If Britain joined the Euro, a more fluid pattern of alliances within the EU would emerge. Instead of France and Germany distancing itself from Britain at some distance, there would be different alliances among the three dominant European nations on different subjects. The small countries, too, would find it much easier to ally with the British if they were in the Euro. The Dutch, for example, have long wanted Britain to take a more positive attitude to Europe, to diminish Franco-German domination. However, so long as Britain avoids the Euro, its voice on economic issues within Europe will count for less than it could and should do.
Despite the fact that some analysts worry that Frankfurt or Paris could replace London as Europe main financial centre if the UK stays out of the Euro zone London has retained its pre-eminence since the Euros launch in 1999. It is likely that regardless of whether the UK joins the Euro it will keep its top status, as its reputation rests primarily on its financial knowledge and experience rather than whether we adopt the single currency of the Euro.
CONCLUSIONS
British Business and the Euro
The CBI (Confederation British Industrial) is in favor of the Euro in principal and beliefs that the Currency can bring significant benefits. These advantages range from competing in a single market to the removal of the UK from volatile exchange rate swings. However, British business would like the Euro zone countries to be more like the UK e.g. lower taxes and less state intervention, as well as a more flexible labor market i.e. more inline with the UK and US economies.
Dollar to Euro Exchange Rate
Dollar to Pound Exchange Rate
The Maastricht treaty of 1992 laid down a number of criteria that had to be met before countries could join single currency. This primarily related to inflation rate levels, spending policy and debt levels. Clearly if there are weak economies within the Euro zone that do not meet the set criteria they will drag down the overall European economy and the strength of the Euro.
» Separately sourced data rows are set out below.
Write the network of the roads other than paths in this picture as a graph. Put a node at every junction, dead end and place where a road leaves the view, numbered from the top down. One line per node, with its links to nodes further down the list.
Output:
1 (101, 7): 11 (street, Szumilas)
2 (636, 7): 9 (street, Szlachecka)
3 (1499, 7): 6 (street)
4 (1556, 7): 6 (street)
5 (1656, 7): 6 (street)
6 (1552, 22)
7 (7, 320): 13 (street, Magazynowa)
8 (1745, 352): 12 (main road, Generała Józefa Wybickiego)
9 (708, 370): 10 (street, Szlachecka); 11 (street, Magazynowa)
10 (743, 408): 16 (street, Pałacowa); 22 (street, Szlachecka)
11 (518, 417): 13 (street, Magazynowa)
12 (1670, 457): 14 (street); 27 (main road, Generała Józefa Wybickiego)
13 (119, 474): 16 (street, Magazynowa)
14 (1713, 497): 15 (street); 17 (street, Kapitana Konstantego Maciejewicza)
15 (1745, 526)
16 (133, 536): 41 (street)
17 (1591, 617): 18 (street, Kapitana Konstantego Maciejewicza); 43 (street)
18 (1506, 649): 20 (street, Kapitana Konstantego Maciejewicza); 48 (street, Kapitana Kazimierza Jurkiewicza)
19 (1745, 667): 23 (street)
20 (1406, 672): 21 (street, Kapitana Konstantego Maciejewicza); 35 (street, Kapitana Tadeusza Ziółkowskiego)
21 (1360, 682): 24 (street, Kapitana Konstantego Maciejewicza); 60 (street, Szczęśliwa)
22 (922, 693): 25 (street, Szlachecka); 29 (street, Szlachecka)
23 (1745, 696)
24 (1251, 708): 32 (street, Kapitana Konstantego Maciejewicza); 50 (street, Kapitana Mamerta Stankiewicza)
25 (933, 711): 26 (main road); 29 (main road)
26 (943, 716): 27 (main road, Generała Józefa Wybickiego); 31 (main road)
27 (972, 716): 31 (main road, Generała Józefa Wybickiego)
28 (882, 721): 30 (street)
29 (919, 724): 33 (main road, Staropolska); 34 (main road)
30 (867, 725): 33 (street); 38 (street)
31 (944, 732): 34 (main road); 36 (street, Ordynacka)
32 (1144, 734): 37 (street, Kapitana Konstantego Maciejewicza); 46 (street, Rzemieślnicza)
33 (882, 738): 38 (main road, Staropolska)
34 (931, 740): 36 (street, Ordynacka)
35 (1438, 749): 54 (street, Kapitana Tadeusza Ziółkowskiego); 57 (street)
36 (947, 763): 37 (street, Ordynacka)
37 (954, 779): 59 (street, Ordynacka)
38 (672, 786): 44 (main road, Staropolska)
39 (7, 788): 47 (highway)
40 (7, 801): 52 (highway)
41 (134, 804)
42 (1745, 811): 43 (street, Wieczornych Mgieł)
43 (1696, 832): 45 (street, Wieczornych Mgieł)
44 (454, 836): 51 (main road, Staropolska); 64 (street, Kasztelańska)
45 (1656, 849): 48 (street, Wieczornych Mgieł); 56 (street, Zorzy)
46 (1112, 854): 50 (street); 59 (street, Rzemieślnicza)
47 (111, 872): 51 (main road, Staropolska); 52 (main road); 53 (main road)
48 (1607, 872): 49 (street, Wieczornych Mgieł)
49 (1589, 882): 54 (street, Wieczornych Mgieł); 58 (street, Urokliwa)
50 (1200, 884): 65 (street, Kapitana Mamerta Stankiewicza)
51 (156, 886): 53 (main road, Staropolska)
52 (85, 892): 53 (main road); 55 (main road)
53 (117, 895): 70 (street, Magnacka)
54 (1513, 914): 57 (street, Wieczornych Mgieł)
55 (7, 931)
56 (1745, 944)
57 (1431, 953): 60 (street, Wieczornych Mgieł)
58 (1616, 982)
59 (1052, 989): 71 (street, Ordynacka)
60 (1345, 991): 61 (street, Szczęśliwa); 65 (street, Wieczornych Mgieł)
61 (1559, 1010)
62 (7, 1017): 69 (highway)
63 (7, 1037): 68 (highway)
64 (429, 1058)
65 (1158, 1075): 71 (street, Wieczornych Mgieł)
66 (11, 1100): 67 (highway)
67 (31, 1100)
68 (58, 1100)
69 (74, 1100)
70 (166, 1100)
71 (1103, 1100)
The current world currency situation is that the US economy is struggling and hence the dollar is weak against the Euro. Although the pound is also strong against the dollar this is primarily because of a weak dollar rather than a strong pound. More recently the pound has dropped significantly against both the Euro and the Dollar. These changes in exchange rate are based primarily on the fear of recession in the US and a weakening UK economy. Based on this one could argue that there would be major advantages currently for Britain to enter the Euro zone.
Overall it seems to me that the Advantages for joining the Euro for out way the disadvantages, many of which are unfounded. The adoption of a single currency should help stabilize currency fluctuations, ease trading within the European economy and protect the UK from the negative impact that the American Economy can have on the British economy. I believe that the UK will still be the financial center of Europe and that the adoption of the Euro will stabilize European economies removing the damaging impact of the ‘boom-bust’ cycle.